大きな成功を目指しているブランドにとって最も説得力がある、広告の目的は、有名になるということだ。そして、すでに有名なブランドにとっては、それは有名であり続けることになる。広告の秘策をいくら探しても、名声ほどビジネスの成功に貢献できるものは、ほかにない。

ターゲットを絞ったマーケティングでは、ブランドは有名になれない

現在、広告業界が取りつかれていることの一つが「精緻な1 to 1」ターゲティングだ。広告が最も貢献できるのが名声だということに同意するのであれば、「精緻な1 to 1」ターゲティングがこれと対極にあることは明白だろう。

1対1のターゲティングは、目先の売り上げには貢献するかもしれないが、カテゴリーリーダーを目指すブランドには向かない手法だ。

一人一人に語り掛けていても、決して有名にはなれない。カテゴリーリーダーになるためには名声が不可欠であることを認めるなら、1対1のメディア戦略の問題点が見えてくるはずだ。
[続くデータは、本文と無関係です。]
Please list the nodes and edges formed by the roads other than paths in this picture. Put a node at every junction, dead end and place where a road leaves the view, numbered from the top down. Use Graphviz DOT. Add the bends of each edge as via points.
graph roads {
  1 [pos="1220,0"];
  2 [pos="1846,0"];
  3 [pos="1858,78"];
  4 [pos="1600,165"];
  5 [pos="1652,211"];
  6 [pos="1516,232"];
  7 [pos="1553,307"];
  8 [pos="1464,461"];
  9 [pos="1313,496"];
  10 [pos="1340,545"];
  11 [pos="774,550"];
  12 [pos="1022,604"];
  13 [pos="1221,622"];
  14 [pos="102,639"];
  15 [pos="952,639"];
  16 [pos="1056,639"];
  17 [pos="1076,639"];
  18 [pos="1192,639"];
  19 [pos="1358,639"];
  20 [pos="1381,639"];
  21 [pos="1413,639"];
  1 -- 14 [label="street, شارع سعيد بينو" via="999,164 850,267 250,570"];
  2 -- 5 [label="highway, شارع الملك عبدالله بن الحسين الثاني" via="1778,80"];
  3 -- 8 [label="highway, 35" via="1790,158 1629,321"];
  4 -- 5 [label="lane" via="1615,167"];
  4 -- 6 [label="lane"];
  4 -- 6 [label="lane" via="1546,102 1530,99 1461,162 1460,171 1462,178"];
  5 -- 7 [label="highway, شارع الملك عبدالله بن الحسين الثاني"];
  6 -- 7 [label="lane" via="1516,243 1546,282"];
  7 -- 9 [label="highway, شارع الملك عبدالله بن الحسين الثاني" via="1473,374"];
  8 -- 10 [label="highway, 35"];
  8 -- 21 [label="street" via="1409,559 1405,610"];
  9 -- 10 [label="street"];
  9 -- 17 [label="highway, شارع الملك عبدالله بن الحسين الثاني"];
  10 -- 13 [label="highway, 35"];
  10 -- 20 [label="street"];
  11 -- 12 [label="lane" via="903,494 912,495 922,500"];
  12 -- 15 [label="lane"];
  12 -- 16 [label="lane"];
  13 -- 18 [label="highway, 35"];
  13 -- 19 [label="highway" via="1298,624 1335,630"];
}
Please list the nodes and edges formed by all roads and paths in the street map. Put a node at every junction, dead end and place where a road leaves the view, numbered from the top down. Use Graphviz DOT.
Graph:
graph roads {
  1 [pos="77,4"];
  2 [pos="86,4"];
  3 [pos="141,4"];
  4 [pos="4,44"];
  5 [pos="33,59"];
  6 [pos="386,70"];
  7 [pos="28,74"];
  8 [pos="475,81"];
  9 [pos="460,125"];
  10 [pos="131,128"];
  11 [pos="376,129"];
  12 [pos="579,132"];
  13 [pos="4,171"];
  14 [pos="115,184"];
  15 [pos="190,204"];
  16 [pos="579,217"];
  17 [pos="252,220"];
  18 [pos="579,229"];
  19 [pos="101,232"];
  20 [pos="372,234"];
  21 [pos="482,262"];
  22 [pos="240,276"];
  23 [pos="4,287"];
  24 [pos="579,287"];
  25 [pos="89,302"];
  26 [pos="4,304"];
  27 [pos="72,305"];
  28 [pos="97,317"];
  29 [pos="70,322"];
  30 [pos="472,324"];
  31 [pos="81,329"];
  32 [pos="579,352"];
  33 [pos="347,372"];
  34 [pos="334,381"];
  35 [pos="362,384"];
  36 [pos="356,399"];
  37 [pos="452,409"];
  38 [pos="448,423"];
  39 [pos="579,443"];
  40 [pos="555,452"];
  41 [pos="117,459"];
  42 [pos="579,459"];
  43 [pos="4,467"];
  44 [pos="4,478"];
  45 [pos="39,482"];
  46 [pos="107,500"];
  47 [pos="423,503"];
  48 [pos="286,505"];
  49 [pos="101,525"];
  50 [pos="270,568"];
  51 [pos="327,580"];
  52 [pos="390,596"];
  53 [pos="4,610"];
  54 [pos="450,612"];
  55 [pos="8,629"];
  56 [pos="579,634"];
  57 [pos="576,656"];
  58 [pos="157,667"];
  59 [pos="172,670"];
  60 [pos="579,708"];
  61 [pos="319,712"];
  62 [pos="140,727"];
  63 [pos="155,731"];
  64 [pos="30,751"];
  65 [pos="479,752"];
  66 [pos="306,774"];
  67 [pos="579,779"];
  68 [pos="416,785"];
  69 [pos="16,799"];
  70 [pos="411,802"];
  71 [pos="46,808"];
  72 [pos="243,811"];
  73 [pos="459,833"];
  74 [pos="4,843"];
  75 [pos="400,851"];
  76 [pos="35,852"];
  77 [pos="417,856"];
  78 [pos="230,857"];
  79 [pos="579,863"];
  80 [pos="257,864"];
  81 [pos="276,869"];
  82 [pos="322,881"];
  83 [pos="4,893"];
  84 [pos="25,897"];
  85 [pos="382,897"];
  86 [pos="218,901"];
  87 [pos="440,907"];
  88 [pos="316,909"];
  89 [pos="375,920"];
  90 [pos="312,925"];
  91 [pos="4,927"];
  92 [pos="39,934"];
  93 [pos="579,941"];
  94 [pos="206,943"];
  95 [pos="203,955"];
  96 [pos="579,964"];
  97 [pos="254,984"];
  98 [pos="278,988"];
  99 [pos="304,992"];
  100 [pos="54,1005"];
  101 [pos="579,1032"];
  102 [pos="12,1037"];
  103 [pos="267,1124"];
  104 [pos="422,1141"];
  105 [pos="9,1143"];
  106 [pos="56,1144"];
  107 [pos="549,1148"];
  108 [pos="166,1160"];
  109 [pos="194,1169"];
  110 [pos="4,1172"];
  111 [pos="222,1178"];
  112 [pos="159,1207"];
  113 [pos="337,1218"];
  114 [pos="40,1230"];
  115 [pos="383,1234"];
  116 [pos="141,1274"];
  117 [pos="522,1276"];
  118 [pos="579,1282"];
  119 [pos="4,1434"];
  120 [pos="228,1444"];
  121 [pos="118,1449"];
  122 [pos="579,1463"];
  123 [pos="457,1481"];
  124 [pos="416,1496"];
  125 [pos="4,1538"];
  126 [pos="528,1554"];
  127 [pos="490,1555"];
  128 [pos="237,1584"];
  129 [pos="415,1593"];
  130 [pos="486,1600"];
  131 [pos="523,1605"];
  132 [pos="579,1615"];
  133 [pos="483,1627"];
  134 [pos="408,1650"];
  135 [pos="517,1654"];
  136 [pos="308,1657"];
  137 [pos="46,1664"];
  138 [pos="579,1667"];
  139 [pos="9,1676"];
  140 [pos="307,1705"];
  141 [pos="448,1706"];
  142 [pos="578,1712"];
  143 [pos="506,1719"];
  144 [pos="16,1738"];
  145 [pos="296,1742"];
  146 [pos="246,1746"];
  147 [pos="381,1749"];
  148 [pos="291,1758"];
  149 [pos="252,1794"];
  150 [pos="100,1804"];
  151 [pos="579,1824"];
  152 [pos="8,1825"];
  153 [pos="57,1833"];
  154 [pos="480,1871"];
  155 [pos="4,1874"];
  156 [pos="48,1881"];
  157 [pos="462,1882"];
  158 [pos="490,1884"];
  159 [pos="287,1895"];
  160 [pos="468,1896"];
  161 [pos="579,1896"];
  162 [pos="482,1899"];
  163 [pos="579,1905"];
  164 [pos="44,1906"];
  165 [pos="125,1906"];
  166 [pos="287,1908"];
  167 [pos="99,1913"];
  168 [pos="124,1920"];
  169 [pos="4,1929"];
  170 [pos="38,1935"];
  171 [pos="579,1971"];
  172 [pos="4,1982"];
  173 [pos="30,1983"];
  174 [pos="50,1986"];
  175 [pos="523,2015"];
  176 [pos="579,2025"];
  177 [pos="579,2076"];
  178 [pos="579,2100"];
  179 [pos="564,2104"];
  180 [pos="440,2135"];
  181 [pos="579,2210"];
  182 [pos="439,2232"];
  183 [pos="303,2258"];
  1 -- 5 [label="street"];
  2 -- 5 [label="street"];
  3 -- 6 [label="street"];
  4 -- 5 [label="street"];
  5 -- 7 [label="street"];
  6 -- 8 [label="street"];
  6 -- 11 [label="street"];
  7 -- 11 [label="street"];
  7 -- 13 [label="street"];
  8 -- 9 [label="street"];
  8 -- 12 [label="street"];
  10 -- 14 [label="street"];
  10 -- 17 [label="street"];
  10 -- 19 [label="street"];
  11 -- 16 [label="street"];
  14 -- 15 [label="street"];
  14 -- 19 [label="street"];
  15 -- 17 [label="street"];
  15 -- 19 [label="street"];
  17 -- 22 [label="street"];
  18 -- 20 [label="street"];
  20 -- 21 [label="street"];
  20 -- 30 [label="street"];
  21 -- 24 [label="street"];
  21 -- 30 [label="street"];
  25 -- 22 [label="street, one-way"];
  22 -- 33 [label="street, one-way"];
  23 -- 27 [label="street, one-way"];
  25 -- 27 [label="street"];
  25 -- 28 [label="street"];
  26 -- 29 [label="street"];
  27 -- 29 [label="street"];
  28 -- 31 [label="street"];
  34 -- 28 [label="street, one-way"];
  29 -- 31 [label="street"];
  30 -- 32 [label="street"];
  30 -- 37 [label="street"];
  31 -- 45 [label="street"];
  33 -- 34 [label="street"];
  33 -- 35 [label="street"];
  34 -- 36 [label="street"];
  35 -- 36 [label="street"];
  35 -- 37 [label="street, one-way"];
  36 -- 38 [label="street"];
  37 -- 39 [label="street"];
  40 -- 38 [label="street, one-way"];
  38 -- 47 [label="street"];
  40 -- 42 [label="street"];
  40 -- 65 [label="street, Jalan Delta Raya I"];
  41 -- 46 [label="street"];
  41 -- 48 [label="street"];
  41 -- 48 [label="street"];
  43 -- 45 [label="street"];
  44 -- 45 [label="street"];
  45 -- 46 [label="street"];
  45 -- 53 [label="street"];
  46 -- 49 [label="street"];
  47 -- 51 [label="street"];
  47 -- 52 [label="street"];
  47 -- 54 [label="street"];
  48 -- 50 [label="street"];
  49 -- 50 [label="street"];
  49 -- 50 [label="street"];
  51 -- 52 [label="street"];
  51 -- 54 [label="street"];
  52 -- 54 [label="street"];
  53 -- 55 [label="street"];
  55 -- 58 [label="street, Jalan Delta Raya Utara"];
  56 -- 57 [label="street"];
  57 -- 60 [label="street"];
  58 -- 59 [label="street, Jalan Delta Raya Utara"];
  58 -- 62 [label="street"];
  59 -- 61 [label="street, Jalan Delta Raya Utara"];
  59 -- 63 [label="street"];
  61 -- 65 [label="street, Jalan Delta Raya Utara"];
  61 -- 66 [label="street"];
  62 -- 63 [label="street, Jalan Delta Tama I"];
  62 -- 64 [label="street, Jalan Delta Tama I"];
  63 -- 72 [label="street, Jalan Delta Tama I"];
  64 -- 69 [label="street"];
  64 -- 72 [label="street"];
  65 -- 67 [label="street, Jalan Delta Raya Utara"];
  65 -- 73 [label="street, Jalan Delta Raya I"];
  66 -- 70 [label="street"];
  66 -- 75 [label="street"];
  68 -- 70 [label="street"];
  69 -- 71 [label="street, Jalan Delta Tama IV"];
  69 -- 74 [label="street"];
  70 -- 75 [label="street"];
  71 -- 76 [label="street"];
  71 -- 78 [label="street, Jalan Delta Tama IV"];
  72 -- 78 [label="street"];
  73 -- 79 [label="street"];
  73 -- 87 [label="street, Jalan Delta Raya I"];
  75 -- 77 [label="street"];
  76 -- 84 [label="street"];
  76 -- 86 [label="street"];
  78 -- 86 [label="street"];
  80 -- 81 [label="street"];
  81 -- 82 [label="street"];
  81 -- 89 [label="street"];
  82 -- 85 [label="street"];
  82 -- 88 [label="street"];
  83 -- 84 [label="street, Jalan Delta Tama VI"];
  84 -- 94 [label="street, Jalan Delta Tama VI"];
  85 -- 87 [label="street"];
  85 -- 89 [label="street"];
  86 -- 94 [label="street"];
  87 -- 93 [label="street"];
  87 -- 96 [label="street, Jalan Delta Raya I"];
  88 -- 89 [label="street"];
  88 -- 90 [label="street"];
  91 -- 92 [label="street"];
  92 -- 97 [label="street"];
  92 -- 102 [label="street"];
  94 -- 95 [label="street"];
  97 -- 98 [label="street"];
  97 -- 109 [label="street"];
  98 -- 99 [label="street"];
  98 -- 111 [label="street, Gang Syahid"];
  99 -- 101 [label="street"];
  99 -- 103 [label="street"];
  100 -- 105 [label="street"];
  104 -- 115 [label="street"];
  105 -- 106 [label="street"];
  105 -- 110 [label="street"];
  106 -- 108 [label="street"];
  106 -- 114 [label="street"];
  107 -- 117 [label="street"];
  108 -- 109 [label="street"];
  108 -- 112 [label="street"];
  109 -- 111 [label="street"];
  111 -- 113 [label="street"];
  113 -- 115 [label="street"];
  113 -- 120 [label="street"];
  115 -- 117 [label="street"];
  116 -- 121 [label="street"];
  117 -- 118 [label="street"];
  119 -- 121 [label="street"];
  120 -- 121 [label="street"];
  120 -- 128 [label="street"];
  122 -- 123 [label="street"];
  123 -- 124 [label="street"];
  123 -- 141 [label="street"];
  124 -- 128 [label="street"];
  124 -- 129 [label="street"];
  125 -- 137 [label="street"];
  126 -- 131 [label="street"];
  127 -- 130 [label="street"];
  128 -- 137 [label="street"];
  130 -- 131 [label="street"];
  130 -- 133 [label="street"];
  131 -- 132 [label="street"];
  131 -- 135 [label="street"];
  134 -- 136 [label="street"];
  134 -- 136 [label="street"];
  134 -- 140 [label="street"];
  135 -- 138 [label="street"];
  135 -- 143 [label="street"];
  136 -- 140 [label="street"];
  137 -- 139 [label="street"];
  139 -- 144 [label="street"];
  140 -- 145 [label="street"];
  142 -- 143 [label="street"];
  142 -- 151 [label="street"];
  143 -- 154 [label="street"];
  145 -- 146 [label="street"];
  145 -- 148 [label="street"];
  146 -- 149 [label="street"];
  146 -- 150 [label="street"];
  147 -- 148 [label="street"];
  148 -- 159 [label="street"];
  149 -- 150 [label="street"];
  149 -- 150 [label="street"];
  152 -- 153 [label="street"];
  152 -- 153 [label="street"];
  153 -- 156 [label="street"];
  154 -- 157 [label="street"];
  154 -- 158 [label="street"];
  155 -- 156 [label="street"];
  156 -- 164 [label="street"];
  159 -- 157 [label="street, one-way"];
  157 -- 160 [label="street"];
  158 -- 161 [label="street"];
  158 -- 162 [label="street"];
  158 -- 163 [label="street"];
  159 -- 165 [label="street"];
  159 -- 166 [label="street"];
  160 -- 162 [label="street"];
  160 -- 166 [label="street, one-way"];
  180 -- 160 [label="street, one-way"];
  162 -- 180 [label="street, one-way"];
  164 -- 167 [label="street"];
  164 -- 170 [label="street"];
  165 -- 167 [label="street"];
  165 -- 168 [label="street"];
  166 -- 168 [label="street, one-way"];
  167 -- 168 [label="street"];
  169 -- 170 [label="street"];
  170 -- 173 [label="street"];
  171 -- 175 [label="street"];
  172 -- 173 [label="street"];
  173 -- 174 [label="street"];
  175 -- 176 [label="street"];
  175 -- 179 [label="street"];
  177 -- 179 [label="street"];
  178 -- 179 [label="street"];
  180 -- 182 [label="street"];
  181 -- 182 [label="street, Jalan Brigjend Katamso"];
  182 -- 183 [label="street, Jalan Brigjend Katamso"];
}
広告とはそもそも、一人ずつ説得するのは非常に効率が悪いという理由から発明されたものだ。ところが今、私たちは後戻りすることを決意したようだ。掃除機を1台売りたいのであれば、もちろん、戸別訪問すればいい。しかし、100万台売りたいのであれば、掃除機を有名にする方法を考えた方がいい。

ニューヨーク、タイムズスクエアのマクドナルド

マーケターが人通りの多い場所に出店しようとするのはなぜか?タイムズスクエアにマクドナルドがあるのはなぜか?英国ロンドンのトラファルガースクエアにアップルストアがあるのはなぜか?そして、田舎町にはないのはなぜか?それは、ブランドに接する人が多いほど、売れる確率が高くなるからだ。

それでは、目立つ場所に出店したい理由も、目立つメディアに広告を出したい理由も、同じであることを、なぜマーケターは見ようとしないのだろうか。

どういうわけか、広告となると、マーケターはトラフィックの少ない環境を選ぶべきだという支離滅裂なことを信じ込んでいるようだ。事実、広告にとって最も効率的な環境は、最もトラフィックの少ない環境、つまり、1対1の環境だと言われている。

ターゲットを精緻に絞った1対1の広告は、本質的にプライベートな広告だ。それに対しマスをターゲットにした広告がマス広告だ。プライベート広告で有名になったブランドはない。

最後にもう一つ。広告で有名になるには2つの道筋がある。それは、広告に多額の予算を投じること、そしてもう一つは素晴らしい広告をつくることだ。


ボブ・ホフマン(Bob Hoffman)は広告を題材にした本を執筆し、ベストセラーも多数。広告やマーケティングをテーマにした講演でも国際的に活躍している。「Ad Contrarian」というニュースレターブログを運営しており、本記事はそこからの転載だ。過去には、独立系エージェンシー2社および国際的エージェンシー米国法人のCEOを務めた。